The customer feels they should be pushing at least 8MB/sec through this link.  
They h/w is there and they feel s/w isn't this issue on a platform like the
2100.  And, at 15 systems/month, well, hmmm....
Thanx for the I/O,
Ron S.
 | 
| 2059.5 |  | 12368::thomas | The Code Warrior | Fri Jun 07 1996 17:24 | 8 | 
|  | Digital UNIX has no problem saturating a FDDI.  The 2100 this is typed on can
hit 8MB/s quite easily.  Heck, an Intel Pentium can do 8MB/s (running one of
the BSD UNI).
The hardware is not the problem.  The problem is NT.  NT does not currently
timestamps and large windows which are needed for getting the most out of 
FDDI.  Couple that with having to copy buffers on receive, you just can't
get good performance.
 | 
| 2059.6 |  | NETCAD::STEFANI |  | Mon Jun 10 1996 07:26 | 15 | 
|  |     Matt's right.  We knew from simulation as well as production products
    like the DEFTA (FDDI TurboChannel adapter) that the DMA controller
    that's common to the FDDI adapters (including DEFPA) can handle FDDI line
    speeds.  It is certainly not the hardware design that's keeping you
    from achieving the performance you're looking for.
    
    It's a sad fact Windows NT has some I/O performance problems, that
    Microsoft is only now beginning to address.  The device driver is
    limited to what the NDIS sublayer allows it to do in terms of receiving
    and transmitting packets.  There *is* some tuning that you can do, for
    example, increasing the window size on TCP/IP, that might help your
    performance.  There's probably other performance tuning that you can
    do to help.
    
    -Larry
 | 
| 2059.7 | NT: someone said it stands for 'neat toy' | BBPBV1::WALLACE | Whatever it takes WHO?(sm) | Wed Jun 12 1996 16:03 | 14 | 
|  |     Ron,
    
    There's an interesting customer-readable whitepaper around on the
    optimisations in the DEC OSF/1 (as it then was) TCP/IP driver. I wish I
    could remember what it was called; maybe some kind soul can (or do an
    internal Altavista search for some suitable keywords...)
    
    Welcome to the world of hard reality. NT is not VMS++. NT is not Unix.

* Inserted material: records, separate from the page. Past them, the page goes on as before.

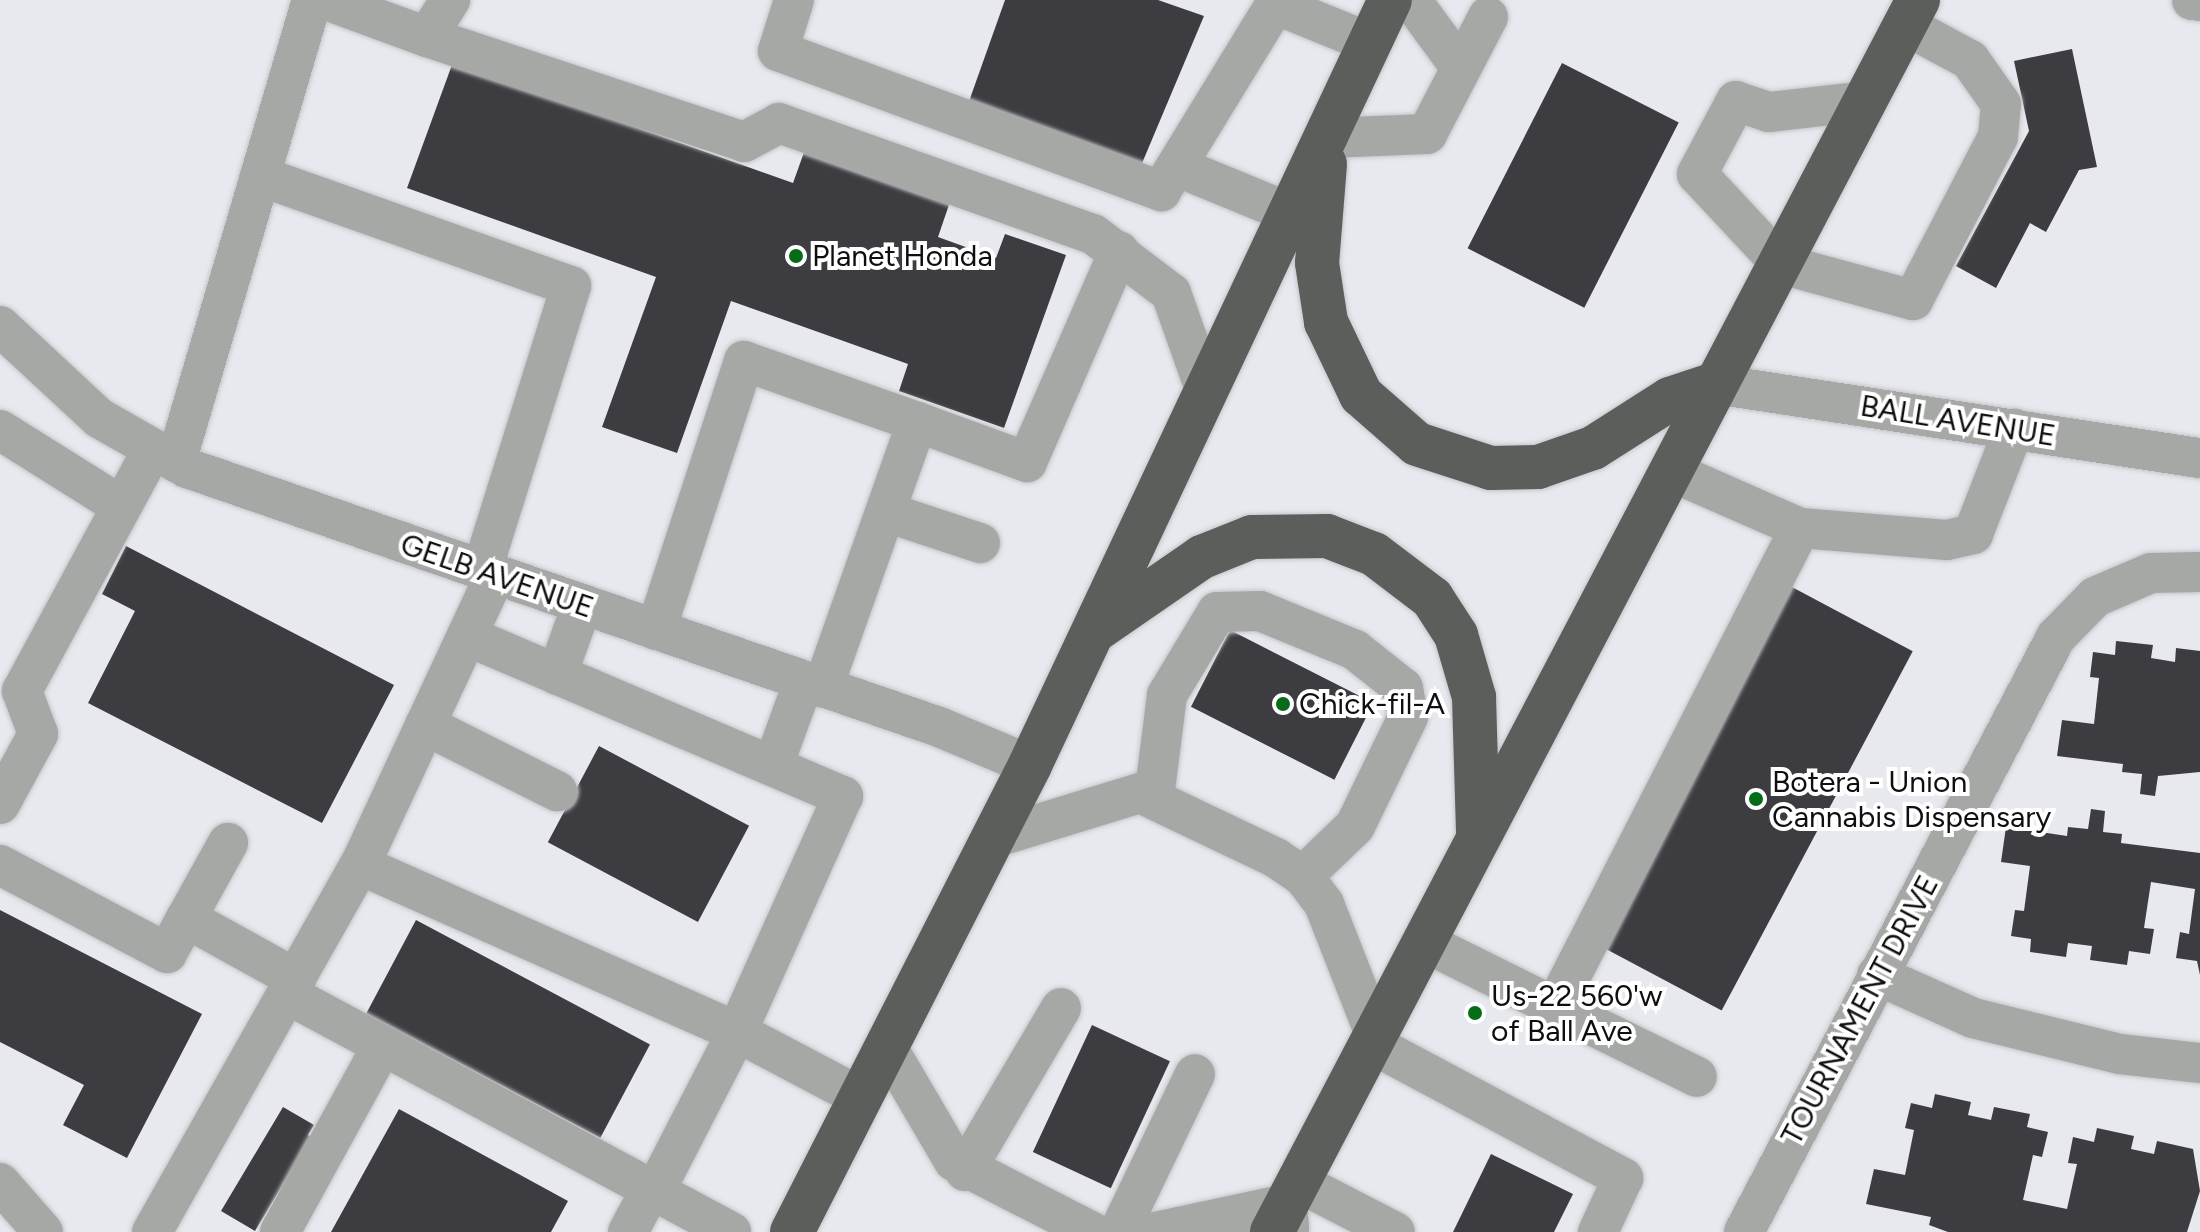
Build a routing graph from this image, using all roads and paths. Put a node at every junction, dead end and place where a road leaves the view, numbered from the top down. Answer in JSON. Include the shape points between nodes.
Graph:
{"nodes":[{"id":1,"x":312,"y":0,"type":"edge"},
{"id":2,"x":326,"y":0,"type":"edge"},
{"id":3,"x":450,"y":0,"type":"edge"},
{"id":4,"x":794,"y":0,"type":"edge"},
{"id":5,"x":1390,"y":0,"type":"edge"},
{"id":6,"x":1411,"y":0,"type":"edge"},
{"id":7,"x":2192,"y":0,"type":"edge"},
{"id":8,"x":2200,"y":1,"type":"edge"},
{"id":9,"x":1278,"y":2,"type":"edge"},
{"id":10,"x":1912,"y":12,"type":"edge"},
{"id":11,"x":1488,"y":17,"type":"dead end"},
{"id":12,"x":427,"y":37,"type":"junction"},
{"id":13,"x":1370,"y":43,"type":"junction"},
{"id":14,"x":1461,"y":68,"type":"junction"},
{"id":15,"x":1866,"y":101,"type":"junction"},
{"id":16,"x":1327,"y":138,"type":"junction"},
{"id":17,"x":1178,"y":167,"type":"junction"},
{"id":18,"x":260,"y":176,"type":"junction"},
{"id":19,"x":1290,"y":213,"type":"junction"},
{"id":20,"x":1119,"y":251,"type":"junction"},
{"id":21,"x":1781,"y":264,"type":"junction"},
{"id":22,"x":1,"y":330,"type":"edge"},
{"id":23,"x":1715,"y":384,"type":"junction"},
{"id":24,"x":1206,"y":392,"type":"junction"},
{"id":25,"x":917,"y":422,"type":"junction"},
{"id":26,"x":2014,"y":429,"type":"junction"},
{"id":27,"x":0,"y":430,"type":"edge"},
{"id":28,"x":164,"y":456,"type":"junction"},
{"id":29,"x":2200,"y":458,"type":"edge"},
{"id":30,"x":1670,"y":471,"type":"junction"},
{"id":31,"x":121,"y":506,"type":"junction"},
{"id":32,"x":886,"y":512,"type":"junction"},
{"id":33,"x":1800,"y":528,"type":"junction"},
{"id":34,"x":980,"y":543,"type":"dead end"},
{"id":35,"x":2200,"y":572,"type":"edge"},
{"id":36,"x":488,"y":573,"type":"junction"},
{"id":37,"x":582,"y":605,"type":"junction"},
{"id":38,"x":656,"y":630,"type":"junction"},
{"id":39,"x":1093,"y":633,"type":"junction"},
{"id":40,"x":467,"y":636,"type":"junction"},
{"id":41,"x":557,"y":675,"type":"junction"},
{"id":42,"x":814,"y":684,"type":"junction"},
{"id":43,"x":425,"y":725,"type":"junction"},
{"id":44,"x":1030,"y":765,"type":"junction"},
{"id":45,"x":773,"y":766,"type":"junction"},
{"id":46,"x":557,"y":791,"type":"dead end"},
{"id":47,"x":1154,"y":798,"type":"junction"},
{"id":48,"x":0,"y":804,"type":"edge"},
{"id":49,"x":993,"y":838,"type":"junction"},
{"id":50,"x":228,"y":843,"type":"dead end"},
{"id":51,"x":1478,"y":843,"type":"junction"},
{"id":52,"x":0,"y":865,"type":"edge"},
{"id":53,"x":360,"y":865,"type":"junction"},
{"id":54,"x":1303,"y":876,"type":"junction"},
{"id":55,"x":186,"y":918,"type":"junction"},
{"id":56,"x":1426,"y":943,"type":"junction"},
{"id":57,"x":1877,"y":975,"type":"junction"},
{"id":58,"x":291,"y":986,"type":"junction"},
{"id":59,"x":1555,"y":1007,"type":"junction"},
{"id":60,"x":1061,"y":1008,"type":"dead end"},
{"id":61,"x":737,"y":1032,"type":"junction"},
{"id":62,"x":1374,"y":1041,"type":"junction"},
{"id":63,"x":887,"y":1047,"type":"junction"},
{"id":64,"x":381,"y":1048,"type":"junction"},
{"id":65,"x":2200,"y":1063,"type":"edge"},
{"id":66,"x":1195,"y":1074,"type":"dead end"},
{"id":67,"x":1697,"y":1077,"type":"dead end"},
{"id":68,"x":862,"y":1098,"type":"junction"},
{"id":69,"x":965,"y":1171,"type":"junction"},
{"id":70,"x":0,"y":1183,"type":"edge"},
{"id":71,"x":652,"y":1192,"type":"junction"},
{"id":72,"x":1287,"y":1213,"type":"edge"},
{"id":73,"x":43,"y":1232,"type":"edge"},
{"id":74,"x":152,"y":1232,"type":"edge"},
{"id":75,"x":280,"y":1232,"type":"edge"},
{"id":76,"x":628,"y":1232,"type":"edge"},
{"id":77,"x":731,"y":1232,"type":"edge"},
{"id":78,"x":792,"y":1232,"type":"edge"},
{"id":79,"x":1092,"y":1232,"type":"edge"},
{"id":80,"x":1119,"y":1232,"type":"edge"},
{"id":81,"x":1155,"y":1232,"type":"edge"},
{"id":82,"x":1395,"y":1232,"type":"edge"},
{"id":83,"x":1598,"y":1232,"type":"edge"},
{"id":84,"x":1744,"y":1232,"type":"edge"}],
"edges":[{"from":1,"to":18,"type":"street"},
{"from":2,"to":12,"type":"street"},
{"from":3,"to":12,"type":"street"},
{"from":4,"to":17,"type":"street","via":[[778,51],[1161,191]]},
{"from":5,"to":13,"type":"highway"},
{"from":6,"to":14,"type":"street"},
{"from":7,"to":8,"type":"street"},
{"from":9,"to":13,"type":"street"},
{"from":9,"to":17,"type":"street"},
{"from":10,"to":15,"type":"highway"},
{"from":10,"to":21,"type":"street","via":[[1970,60],[2001,104],[1998,137],[1913,300]]},
{"from":11,"to":14,"type":"street"},
{"from":12,"to":20,"type":"street","via":[[744,142],[779,123],[1093,234]]},
{"from":13,"to":16,"type":"highway"},
{"from":14,"to":16,"type":"street","via":[[1427,134]]},
{"from":15,"to":21,"type":"highway"},
{"from":15,"to":21,"type":"street","via":[[1769,112],[1736,101],[1697,174]]},
{"from":16,"to":19,"type":"highway"},
{"from":16,"to":23,"type":"highway","via":[[1317,263],[1326,322],[1361,395],[1417,444],[1491,468],[1538,467],[1593,448],[1670,399]]},
{"from":17,"to":19,"type":"street"},
{"from":18,"to":28,"type":"street"},
{"from":18,"to":36,"type":"street","via":[[571,286]]},
{"from":19,"to":24,"type":"highway"},
{"from":20,"to":24,"type":"street","via":[[1171,293]]},
{"from":20,"to":25,"type":"street","via":[[1027,462]]},
{"from":21,"to":23,"type":"highway"},
{"from":22,"to":28,"type":"street","name":"GELB AVENUE","via":[[59,386]]},
{"from":23,"to":26,"type":"street","name":"BALL AVENUE"},
{"from":23,"to":30,"type":"highway"},
{"from":24,"to":39,"type":"highway"},
{"from":25,"to":32,"type":"street"},
{"from":25,"to":38,"type":"street","via":[[744,361]]},
{"from":26,"to":29,"type":"street","name":"BALL AVENUE"},
{"from":26,"to":33,"type":"street","via":[[1973,534],[1947,540]]},
{"from":27,"to":31,"type":"street"},
{"from":28,"to":31,"type":"street"},
{"from":28,"to":36,"type":"street","name":"GELB AVENUE"},
{"from":30,"to":33,"type":"street"},
{"from":30,"to":51,"type":"highway"},
{"from":31,"to":48,"type":"street","via":[[22,691],[38,734]]},
{"from":32,"to":34,"type":"street"},
{"from":32,"to":42,"type":"street"},
{"from":33,"to":59,"type":"street"},
{"from":35,"to":57,"type":"street","name":"TOURNAMENT DRIVE","via":[[2151,573],[2095,597],[2056,637]]},
{"from":36,"to":37,"type":"street","name":"GELB AVENUE"},
{"from":36,"to":40,"type":"street"},
{"from":37,"to":38,"type":"street","name":"GELB AVENUE"},
{"from":37,"to":41,"type":"street"},
{"from":38,"to":42,"type":"street","name":"GELB AVENUE"},
{"from":39,"to":44,"type":"highway"},
{"from":39,"to":51,"type":"highway","via":[[1202,557],[1252,537],[1327,536],[1374,554],[1432,598],[1463,654],[1478,745]]},
{"from":40,"to":41,"type":"street"},
{"from":40,"to":43,"type":"street"},
{"from":41,"to":45,"type":"street"},
{"from":42,"to":44,"type":"street","name":"GELB AVENUE"},
{"from":42,"to":45,"type":"street"},
{"from":43,"to":46,"type":"street"},
{"from":43,"to":53,"type":"street"},
{"from":44,"to":49,"type":"highway"},
{"from":45,"to":61,"type":"street","via":[[843,796]]},
{"from":47,"to":49,"type":"street","via":[[1124,796]]},
{"from":47,"to":54,"type":"street"},
{"from":47,"to":54,"type":"street","via":[[1167,695],[1217,612],[1260,611],[1355,650],[1403,688],[1408,717],[1355,826]]},
{"from":49,"to":63,"type":"highway"},
{"from":50,"to":55,"type":"street"},
{"from":51,"to":56,"type":"highway"},
{"from":52,"to":55,"type":"street","via":[[167,953]]},
{"from":53,"to":58,"type":"street"},
{"from":53,"to":61,"type":"street"},
{"from":54,"to":62,"type":"street","via":[[1324,904]]},
{"from":55,"to":58,"type":"street"},
{"from":56,"to":59,"type":"street"},
{"from":56,"to":62,"type":"highway"},
{"from":57,"to":65,"type":"street","via":[[1973,1018],[2120,1054]]},
{"from":57,"to":84,"type":"street","name":"TOURNAMENT DRIVE"},
{"from":58,"to":64,"type":"street"},
{"from":58,"to":74,"type":"street"},
{"from":59,"to":67,"type":"street"},
{"from":60,"to":69,"type":"street"},
{"from":61,"to":68,"type":"street"},
{"from":61,"to":71,"type":"street"},
{"from":62,"to":72,"type":"highway"},
{"from":62,"to":83,"type":"street","via":[[1623,1178]]},
{"from":63,"to":68,"type":"highway"},
{"from":63,"to":69,"type":"street"},
{"from":64,"to":71,"type":"street"},
{"from":64,"to":75,"type":"street"},
{"from":66,"to":80,"type":"street"},
{"from":68,"to":78,"type":"highway"},
{"from":69,"to":79,"type":"street"},
{"from":70,"to":73,"type":"street"},
{"from":71,"to":76,"type":"street"},
{"from":71,"to":77,"type":"street"},
{"from":72,"to":81,"type":"street"},
{"from":72,"to":82,"type":"street"}]}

    It does do a lot of things very nicely. You've found a Quality
    Improvement Opportunity; your guess is as good as mine as to where this
    is likely to be on Bill's ToDo list.
    
    regards
    john
 | 
| 2059.8 | How to set TCP/IP window size under Windows NT | NETCAD::STEFANI |  | Wed Jun 19 1996 11:08 | 30 | 
|  |     FYI - To increase the TCP/IP window size under Windows NT, use the
    Registry Editor by running REGEDT32.EXE.  Go down the following tree
    
    HKEY_LOCAL_MACHINE\SYSTEM\CurrentControlSet\Services\Tcpip\Parameters
    
    and add a new value called "TcpWindowSize" of type REG_DWORD.
    
    The following description is taken from "Optimizing Windows NT" which
    is part of the Microsoft Windows NT Resource Kit.
    
    TcpWindowSize	REG_DWORD	number
    
    	This parameter determines the maximum TCP receive window size
    	offered by the system.  The receive window specifies the number
    	of bytes a sender may transmit without receiving an
    	acknowledgment.  In general, larger receive windows will
    	improve performance over high delay or high bandwidth networks.
    	For maximum efficiency, the receive window should be an even
    	multiple of the MTU of the underlying network less the size of
    	the standard TCP and IP headers (40 bytes).
    
    	Default: The smaller of: 0xffff OR the larger of: four times the
    	maximum TCP data size on the network OR 8192 rounded up to an
    	even multiple of the network TCP data size
    
    Note: The MTU for an FDDI node is 4491 bytes including the MAC header,
    but excluding the 4 byte CRC.  The MTU is 4470 bytes if you also
    exclude the 21 byte FDDI 802.2 SNAP LLC header for a TCP/IP frame.
    I don't know which MTU "size" you should use for your calculations.